First thing to notice, we introduced another GP method: prior(). It returns an array of GVar variables representing the prior. In general it is useful to plot some samples from the prior to understand if the kernel makes sense before putting the data in.

Looking at the plot, we see the function oscillates rapidly, but the center of the oscillation drifts. Effectively, if you think about it, summing two kernels is like summing two independent Gaussian processes: let \(f_1\) and \(f_2\) be processes with kernels \(k_1\) and \(k_2\) respectively, then the kernel of \(f_1 + f_2\) is

\[\begin{split}k(x, x') &= \operatorname{Cov}[f_1(x) + f_2(x), f_1(x) + f_2(x')] = \\ &= \operatorname{Cov}[f_1(x), f_1(x')] + \operatorname{Cov}[f_2(x), f_2(x')] = \\ &= k_1(x, x') + k_2(x, x').\end{split}\]

So we are looking at the sum of two processes, one ExpQuad(scale=0.3) and one ExpQuad(scale=10).

Let’s now multiply kernels. The \(h(x)h(x')\) kernel is implemented in lsqfitgp as Rescaling. We multiply it by an exponential quadratic:

lorentz = lambda x: 1 / (1 + x**2)
kernel = lgp.ExpQuad() * lgp.Rescaling(stdfun=lorentz)
gp = (lgp
    .GP(kernel)
    .addx(x, 'baz')
)

ax.cla()

y = gp.prior('baz')
sample = next(gvar.raniter(y, 1))
ax.plot(x, sample)

fig.savefig('kernels2.png')
../_images/kernels2.png

The function oscillates, but the oscillations are suppressed going away from zero. This is because the function we defined, lorentz, goes to zero for \(x\to\pm\infty\). Let’s plot a band delimited by \(\pm\) that function (cyan), and the band of the standard deviation of y (yellow):

ax.fill_between(x, -lorentz(x), lorentz(x), color='cyan', alpha=0.5)
ax.fill_between(x, -gvar.sdev(y), gvar.sdev(y), color='yellow', alpha=0.5)
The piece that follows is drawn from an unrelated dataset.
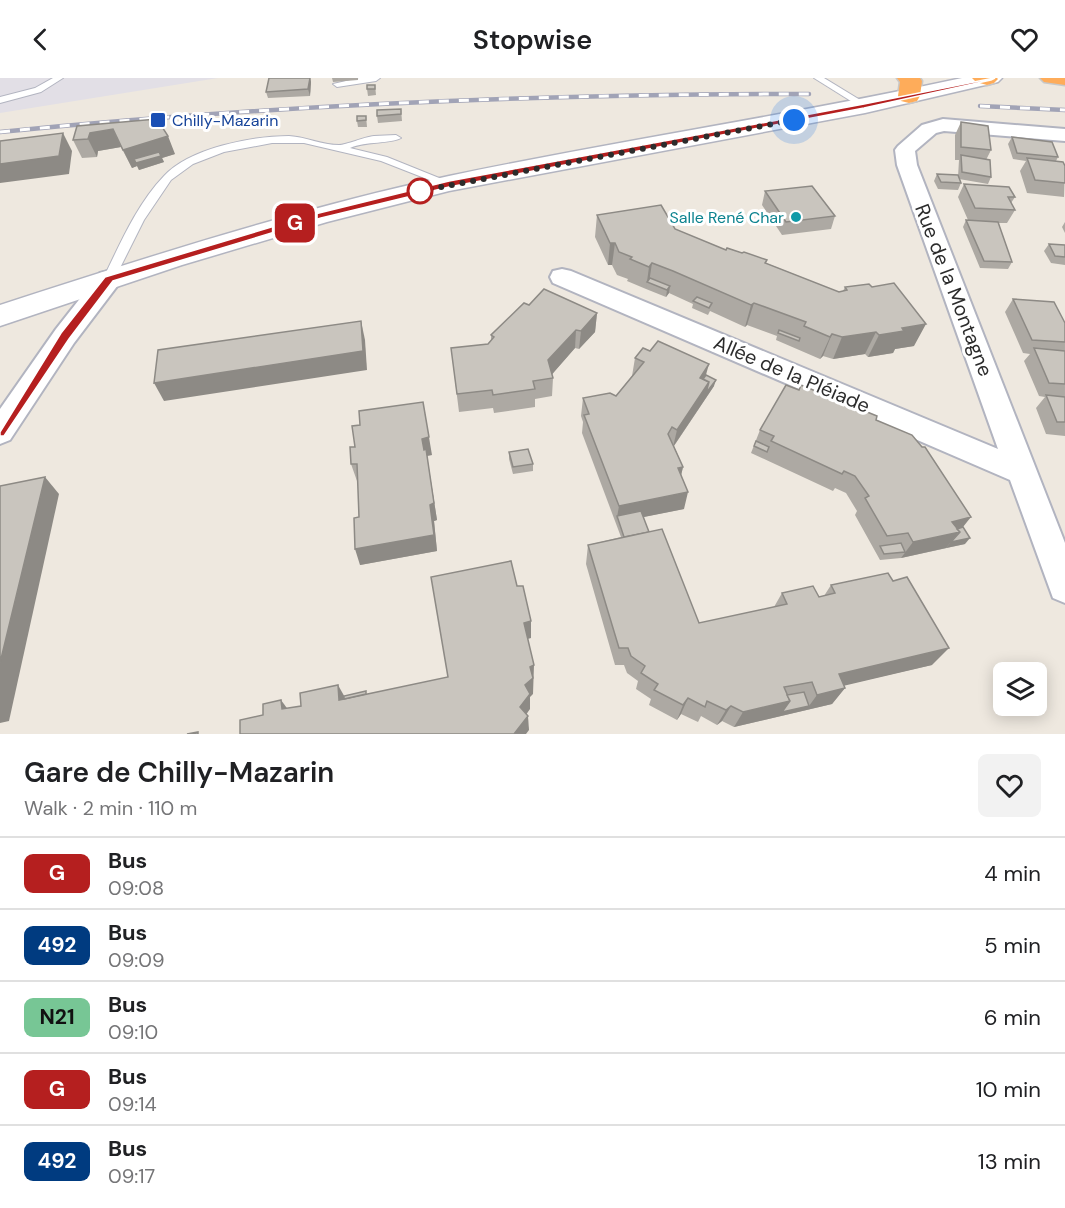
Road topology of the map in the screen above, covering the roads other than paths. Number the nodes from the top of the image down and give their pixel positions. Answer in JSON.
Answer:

fig.savefig('kernels3.png')
../_images/kernels3.png

We see only one green (cyan+yellow) band, because it is a perfect match. We have rescaled the standard deviations of the prior with the function lorentz, without changing the correlations. Since the ExpQuad prior variance is 1 everywhere, after the multiplication it just matches lorentz(x).